Fine, I thought. I knew that. Then he got to the part about federal employees’ pay. Those who work in, say, our national parks system, wouldn’t get paid while the government closes down their operations, according to the president.

OK. Let me stipulate once more: The people responsible for this mess need to give up their pay right along with the folks who are working on the front lines of the federal government.

I have stated already that I place the bulk of the blame on this cluster bleep on congressional Republicans who keep looking for ways to defund a health care reform that’s already been enacted and affirmed by the highest court in the land. If they were not so adamant in their hatred of the Affordable Care Act, much of the government would be operating today.

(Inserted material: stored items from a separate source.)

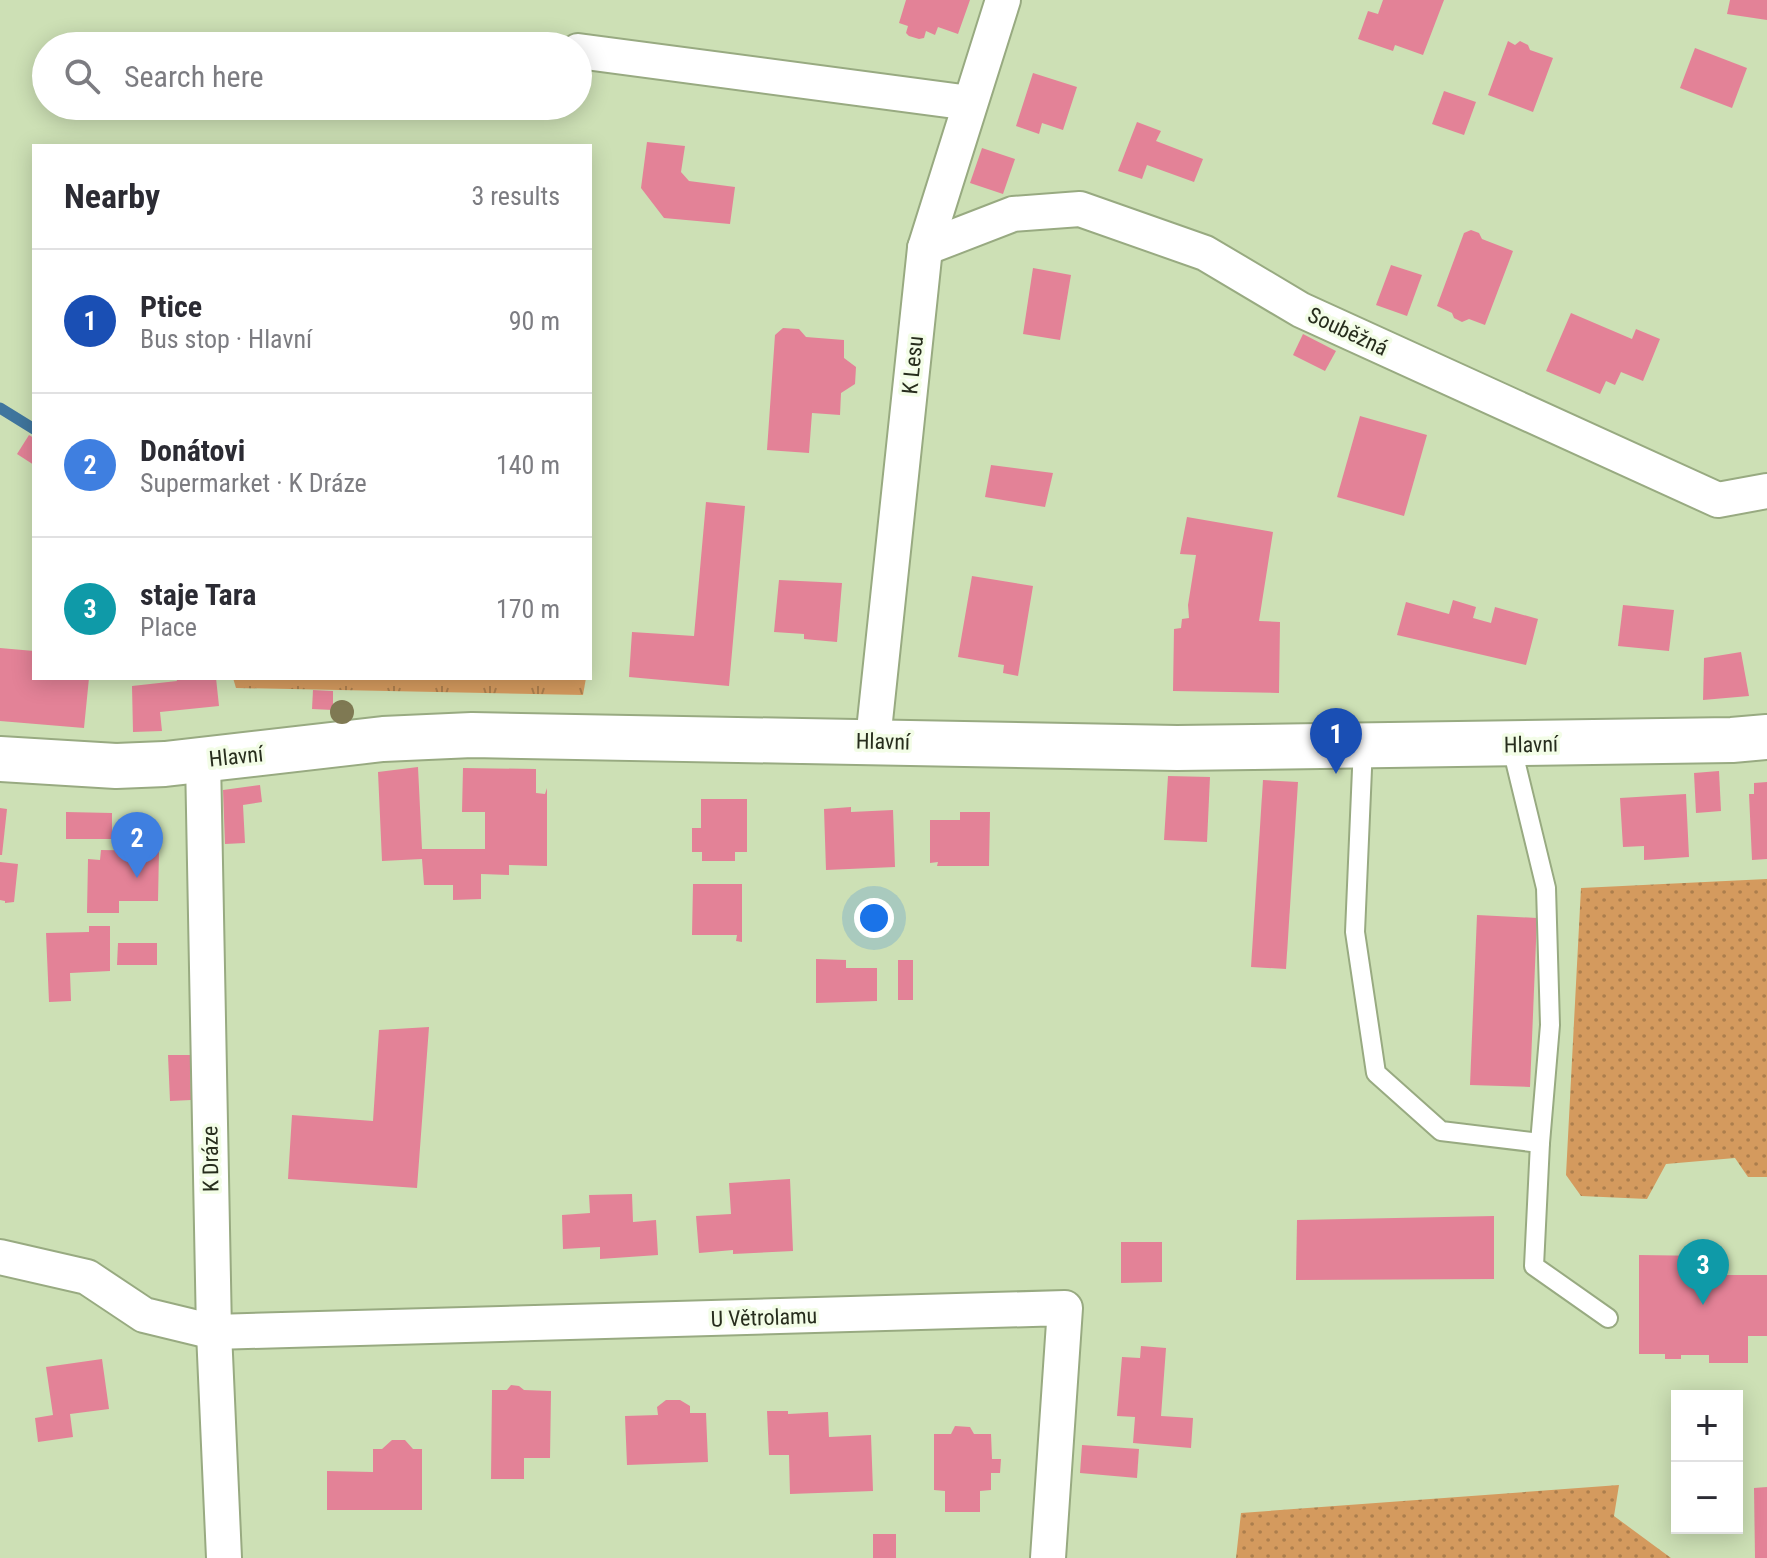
<!DOCTYPE html>
<html lang="en">
<head>
<meta charset="utf-8">
<style>
	:root { --surface:#fff; --page:#f7f7f7; --text:#2b2b33; --muted:#7c7c81; --line:#e1e1e2; --accent:#7c3aed }
	body { margin:0; font-family:"Roboto Condensed",sans-serif; background:var(--page); color:var(--text) }
	.controls { position:absolute; right:24px; bottom:24px; display:grid; overflow:hidden; border-radius:0px; box-shadow:0 4px 20px #0003 }
	.controls button { width:72px; height:72px; display:grid; place-items:center; padding:0; border:0; border-bottom:2px solid var(--line); background:var(--surface); color:var(--text); font:40px sans-serif }
	.you { position:absolute; left:874px; top:918px; width:28px; height:28px; margin:-20px; border:6px solid #fff; border-radius:50%; background:#1a73e8; box-shadow:0 0 0 12px #1a73e833 }
	.badge { display:grid; place-items:center; width:52px; height:52px; border-radius:50%; background:var(--accent); color:#fff; font-size:26px; font-weight:700 }
	.pin { position:absolute; translate:-50% -66px; filter:drop-shadow(0 2px 4px #0008) }
	.pin::after { content:''; position:absolute; top:42px; width:28px; height:24px; background:inherit; clip-path:polygon(0 0,100% 0,50% 100%) }
	.list { margin:0; padding:0; list-style:none }
	h2 { display:flex; justify-content:space-between; align-items:center; height:104px; margin:0; padding:0 32px; font-size:34px }
	h2 small { font-size:26px; font-weight:400; color:var(--muted) }
	.list li { display:grid; grid-template-columns:52px 1fr auto; gap:24px; align-items:center; box-sizing:border-box; height:144px; padding:0 32px; border-top:2px solid var(--line) }
	.list b { display:block; font-size:30px; white-space:nowrap }
	.list p { margin:0; font-size:26px; white-space:nowrap; color:var(--muted) }
	.list em { font-size:26px; font-style:normal; color:var(--muted) }
	.icon { flex:none; width:44px; height:44px; fill:none; stroke:currentColor; stroke-width:2; stroke-linecap:round; stroke-linejoin:round }
	.map { position:relative; flex:none; width:1767px; height:1558px; overflow:hidden }
	.search { position:absolute; background:var(--surface); box-shadow:0 4px 20px #0003; left:32px; top:32px; width:560px; height:88px; display:flex; align-items:center; gap:20px; box-sizing:border-box; padding:0 28px; border-radius:44px; color:var(--muted); font-size:30px }
	.panel { position:absolute; background:var(--surface); box-shadow:0 4px 20px #0003; left:32px; top:144px; width:560px; height:536px; border-radius:0px }
	.map>svg:first-child { display:block }
</style>
</head>
<body>
<div class="map">
<svg width="1767" height="1558" viewBox="0 0 1767 1558">
	<defs>
		<pattern id="grass-dots" width="8" height="8" patternUnits="userSpaceOnUse" patternTransform="scale(2)"><rect width="8" height="8" fill="#d49a5e"/><path d="M2 2h.1M6 6h.1" fill="none" stroke="#ac7e4d" stroke-width="1.8" stroke-linecap="round"/></pattern>
		<pattern id="park-tufts" width="24" height="20" patternUnits="userSpaceOnUse" patternTransform="scale(2)"><rect width="24" height="20" fill="#d49a5e"/><path d="M3 7l-1-3M5 7V3M7 7l1-3M15 17l-1-3M17 17v-4M19 17l1-3" fill="none" stroke="#ac7e4d"/></pattern>
	</defs>
	<rect width="100%" height="100%" fill="#cde0b5"/>
	<g fill="url(#grass-dots)">
		<path d="M1767,879V1177H1748L1735,1158L1666,1164L1647,1199L1581,1196L1566,1175L1581,888Z"/>
		<path d="M1619,1485L1614,1516L1671,1558H1236L1241,1513Z"/>
	</g>
	<path fill="url(#park-tufts)" d="M233,678H586L583,695L236,688Z"/>
	<g fill="none" stroke-linecap="round" stroke-linejoin="round">
		<path stroke="#40769e" stroke-width="11" d="M0,408L34,429"/>
	</g>
	<g fill="#e38297">
		<path d="M906,0H970L958,34L938,27L935,35L926,31L924,38L919,39L909,36L906,33L908,26L899,23Z"/>
		<path d="M1383,0H1444L1423,55L1395,45L1393,51L1358,39L1368,11L1378,14Z"/>
		<path d="M1730,0H1767V20L1727,14Z"/>
		<path d="M1508,41L1515,45L1520,41L1528,45L1530,50L1553,58L1533,112L1488,95Z"/>
		<path d="M1695,48L1747,68L1732,108L1680,88Z"/>
		<path d="M1033,73L1077,87L1063,130L1042,123L1039,134L1016,126Z"/>
		<path d="M1444,91L1476,102L1464,135L1432,124Z"/>
		<path d="M1137,122L1161,131L1156,141L1203,159L1194,182L1147,165L1142,179L1118,171Z"/>
		<path d="M647,142L685,146L681,172L689,181L735,187L730,224L664,218L641,188Z"/>
		<path d="M982,148L1015,159L1003,194L970,183Z"/>
		<path d="M1471,230L1479,233L1482,239L1513,251L1485,325L1469,319L1462,322L1454,318L1452,313L1437,306L1464,233Z"/>
		<path d="M1391,265L1422,275L1407,316L1376,305Z"/>
		<path d="M1033,268L1071,275L1060,340L1023,334Z"/>
		<path d="M1571,313L1632,339L1636,329L1660,339L1643,381L1621,372L1615,385L1606,381L1600,394L1546,371Z"/>
		<path d="M783,328L799,329L806,337L844,340V358L856,367L855,384L841,393L840,415L812,413L809,453L767,450L775,335Z"/>
		<path d="M1303,334L1336,351L1325,371L1293,355Z"/>
		<path d="M1360,416L1427,435L1404,516L1337,497Z"/>
		<path d="M29,435L34,438V465L17,454Z"/>
		<path d="M991,465L1053,473L1045,507L985,497Z"/>
		<path d="M706,502L745,506L729,686L629,677L632,632L694,636Z"/>
		<path d="M1187,517L1273,532L1259,621L1280,622L1279,693L1173,691L1174,629L1181,628L1182,619L1189,618L1188,605L1196,555L1180,554Z"/>
		<path d="M972,576L1033,586L1018,676L1003,673L1004,665L958,657Z"/>
		<path d="M779,580L842,583L837,642L804,639V634L774,632Z"/>
		<path d="M1453,600L1476,607L1473,618L1491,623L1495,607L1538,619L1526,665L1397,635L1406,602L1449,614Z"/>
		<path d="M1623,605L1674,610L1669,651L1618,646Z"/>
		<path d="M0,648L34,651V678H89L84,728L0,721Z"/>
		<path d="M1741,652L1749,696L1703,700L1704,658Z"/>
		<path d="M176,678H216L219,706L160,712L162,731L133,732L132,686L177,681Z"/>
		<path d="M313,690L333,691V710L312,709Z"/>
		<path d="M418,767L422,849H485V812H462L463,768L536,769V793L545,794L547,788V866L509,865V875L481,874V899L453,900V885H424L422,859L382,861L378,772Z"/>
		<path d="M1719,771L1721,811L1696,813L1694,773Z"/>
		<path d="M1168,776L1210,777L1207,842L1164,840Z"/>
		<path d="M1263,780L1298,782L1286,969L1251,967Z"/>
		<path d="M1767,782V859L1752,860L1749,794H1754V783Z"/>
		<path d="M260,785L262,802L243,805L245,843L225,844L223,790Z"/>
		<path d="M1686,794L1689,857L1644,860V846L1623,847L1620,798Z"/>
		<path d="M701,799H747V852H735V861H702V852H692V828H701Z"/>
		<path d="M851,807V812L893,810L895,867L826,870L824,809Z"/>
		<path d="M0,808L7,809L2,855H0Z"/>
		<path d="M66,812L112,813V839H66Z"/>
		<path d="M960,812H990L989,866H937L938,862L930,863V820H960Z"/>
		<path d="M101,850L159,851L158,901H119V913H87L88,859L100,860Z"/>
		<path d="M0,862L18,864L14,902L5,903V901L0,900Z"/>
		<path d="M693,884H742V942L736,941L737,935H692Z"/>
		<path d="M1477,915L1537,918L1530,1087L1470,1085Z"/>
		<path d="M89,926H110V971L70,973L71,1001L49,1002L46,933L89,932Z"/>
		<path d="M118,943H157V965H117Z"/>
		<path d="M816,959L846,960V968H877V1001L816,1003Z"/>
		<rect x="898" y="960" width="15" height="40"/>
		<path d="M429,1027L417,1188L288,1179L292,1115L373,1121L379,1030Z"/>
		<path d="M168,1055H190L191,1100L170,1101Z"/>
		<path d="M790,1179L793,1251L733,1254V1250L699,1253L696,1216L731,1214L729,1183Z"/>
		<path d="M632,1194L633,1222L656,1220L658,1255L600,1259V1247L563,1249L562,1215L590,1213L589,1195Z"/>
		<path d="M1494,1216V1279L1296,1280L1297,1220Z"/>
		<path d="M1121,1242H1162V1282L1121,1283Z"/>
		<path d="M1639,1255L1710,1256V1275H1767V1336H1748V1363H1709V1355H1681V1359H1665V1354H1639Z"/>
		<path d="M1141,1346L1166,1348L1161,1416L1193,1418L1191,1448L1133,1443L1135,1417L1117,1416L1122,1357L1140,1358Z"/>
		<path d="M102,1359L109,1409L70,1414L73,1437L38,1442L35,1418L53,1415L46,1367Z"/>
		<path d="M511,1385L519,1386L524,1390L551,1391L550,1458H524V1479H491L492,1390H507Z"/>
		<path d="M666,1400H680L690,1406V1413H706L708,1462L627,1465L625,1416L658,1415L657,1407Z"/>
		<path d="M767,1411H788V1414L828,1412L829,1437L871,1435L873,1491L790,1494L789,1455H769Z"/>
		<path d="M955,1426L970,1427L974,1434H991L992,1459H1001L1000,1473H991V1490L980,1491V1512H945V1491L934,1490V1434H951Z"/>
		<path d="M392,1440H405L413,1449H422V1510H327V1471L373,1472V1449H382Z"/>
		<path d="M1082,1445L1139,1449L1137,1478L1080,1473Z"/>
		<path d="M1767,1487V1558H1755L1754,1488Z"/>
		<rect x="873" y="1534" width="23" height="24"/>
	</g>
	<g fill="none" stroke-linecap="round" stroke-linejoin="round">
		<defs>
			<g id="service">
				<path d="M1511,744L1546,888L1550,1025L1540,1143L1534,1266L1608,1318"/>
				<path d="M1363,746L1355,932L1376,1073L1441,1131L1540,1143"/>
			</g>
			<g id="minor">
				<path d="M578,51L970,103"/>
				<path d="M925,248L1013,214L1080,209L1205,253L1301,310L1718,500L1767,491"/>
				<path d="M873,740L925,248L1003,0"/>
				<path d="M203,759L214,1332L224,1558"/>
				<path d="M0,1257L87,1277L144,1315L214,1332L1065,1308L1048,1558"/>
			</g>
			<path id="secondary" d="M0,759L116,766L165,764L383,739L472,735L1177,748L1732,740L1767,737"/>
		</defs>
		<use href="#service" stroke="#98aa81" stroke-width="22"/>
		<use href="#minor" stroke="#98aa81" stroke-width="38"/>
		<use href="#secondary" stroke="#98aa81" stroke-width="48"/>
		<use href="#service" stroke="#fff" stroke-width="18"/>
		<use href="#minor" stroke="#fff" stroke-width="34"/>
		<use href="#secondary" stroke="#fff" stroke-width="44"/>
	</g>
	<circle fill="#7f7953" cx="342" cy="712" r="12"/>
	<g text-anchor="middle" stroke-width="7" stroke-linejoin="round" paint-order="stroke">
		<g font-size="22" fill="#272d1d" stroke="#f3fde7">
			<text transform="translate(1348 331) rotate(25)" y="8">Souběžná</text>
			<text transform="translate(912 365) rotate(-84)" y="8">K Lesu</text>
			<text transform="translate(883 741) rotate(1)" y="8">Hlavní</text>
			<text transform="translate(1531 744) rotate(-1)" y="8">Hlavní</text>
			<text transform="translate(236 756) rotate(-6)" y="8">Hlavní</text>
			<text transform="translate(210 1159) rotate(-91)" y="8">K Dráze</text>
			<text transform="translate(764 1317) rotate(-2)" y="8">U Větrolamu</text>
		</g>
	</g>
</svg>
<div class="controls">
<button>+</button>
<button>−</button>
</div>
<div class="you"></div>
<div class="pin badge" style="left:1336px;top:774px;background:#1a4fb4">1</div>
<div class="pin badge" style="left:137px;top:878px;background:#3f7fe0">2</div>
<div class="pin badge" style="left:1703px;top:1305px;background:#0f9aa8">3</div>
<div class="search"><svg class="icon" aria-label="search" viewBox="0 0 24 24"><circle cx="10" cy="10" r="6"/><path d="M15 15l6 6"/></svg>Search here</div>
<section class="panel">
<h2>Nearby<small>3 results</small></h2>
<ul class="list">
<li><span class="badge" style="background:#1a4fb4">1</span><div><b>Ptice</b><p>Bus stop · Hlavní</p></div><em>90 m</em></li>
<li><span class="badge" style="background:#3f7fe0">2</span><div><b>Donátovi</b><p>Supermarket · K Dráze</p></div><em>140 m</em></li>
<li><span class="badge" style="background:#0f9aa8">3</span><div><b>staje Tara</b><p>Place</p></div><em>170 m</em></li>
</ul>
</section>
</div>
</body>
</html>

But they don’t shoulder this responsibility alone. Democrats have been on the field too. So has the president and vice president. So, how about all of them giving back their pay while the government remains shuttered? They could really do the country a service by insisting that they not collect it when operations resume fully.

None of this will matter much to the government’s bottom line. Leadership, though, at times requires leaders to demonstrate that they are willing to pay the same price as those who depend on them for their own livelihood.

Damn few of these folks need the money they earn to put groceries on the table.

Give some of it back, ladies and gentlemen, while you’re messing around with our government.

Bilingualism done right

I met a charming family today and I want to share what little I know about them. I sense they are plotting a bright future for their children.

Mom and Dad are immigrants from Mexico. They moved to the Oklahoma Panhandle about eight years ago. They have two daughters, one 3 years of age; the other girl is an infant. I spoke freely with Mom and Dad and as I spoke to the little girl, Mom informed me she speaks very little English.

“We speak Spanish at home,” Mom said, adding that the 3-year-old “understands” English quite well, but she just doesn’t speak it much. No need, apparently, given her age and the apparently limited exposure she has to other children.

No sweat, I thought. She’ll get that exposure in due course.

I thought briefly for a moment about my own parents. They were children of immigrants, too. Neither of them spoke English at home prior to enrolling in public school; Mom grew up in Portland, Ore., Dad in New Kensington, Pa., a suburb of Pittsburgh. All four of my grandparents were Greeks through and through. They spoke their native language at home, period. Dad’s parents brought seven children into the world and all of them were and are as fluent in Greek as they are in English. Same for Mom and her two brothers. All of my grandparents became U.S. citizens and all were devoted patriots who loved their adopted homeland. My maternal grandmother was especially proud, as she once declared she had no interest in returning to the place of her birth. “Why should I?” she asked. “America is my home.”

Both of my parents learned English the old-fashioned “total immersion” way. They were thrust into environments where English was mandatory. You spoke it or else. You learned it or you didn’t succeed. “English as a Second Language” classes didn’t exist in the late 1920s.

They do now.

My hope for the children of the folks I met today? I hope Mom and Dad throw them into the proverbial language “water” when they’re old enough for school. Total immersion learning isn’t harmful to children, who learn to adapt quickly. My own parents — and millions of others in their generation — were perfect examples of how that system of language-learning works.

I’m glad for this couple I met today that they speak their native tongue at home. It’s good that the children will be bilingual and will grow up in a society that should encourage more children to speak more than one language.

They’re headed for successful lives.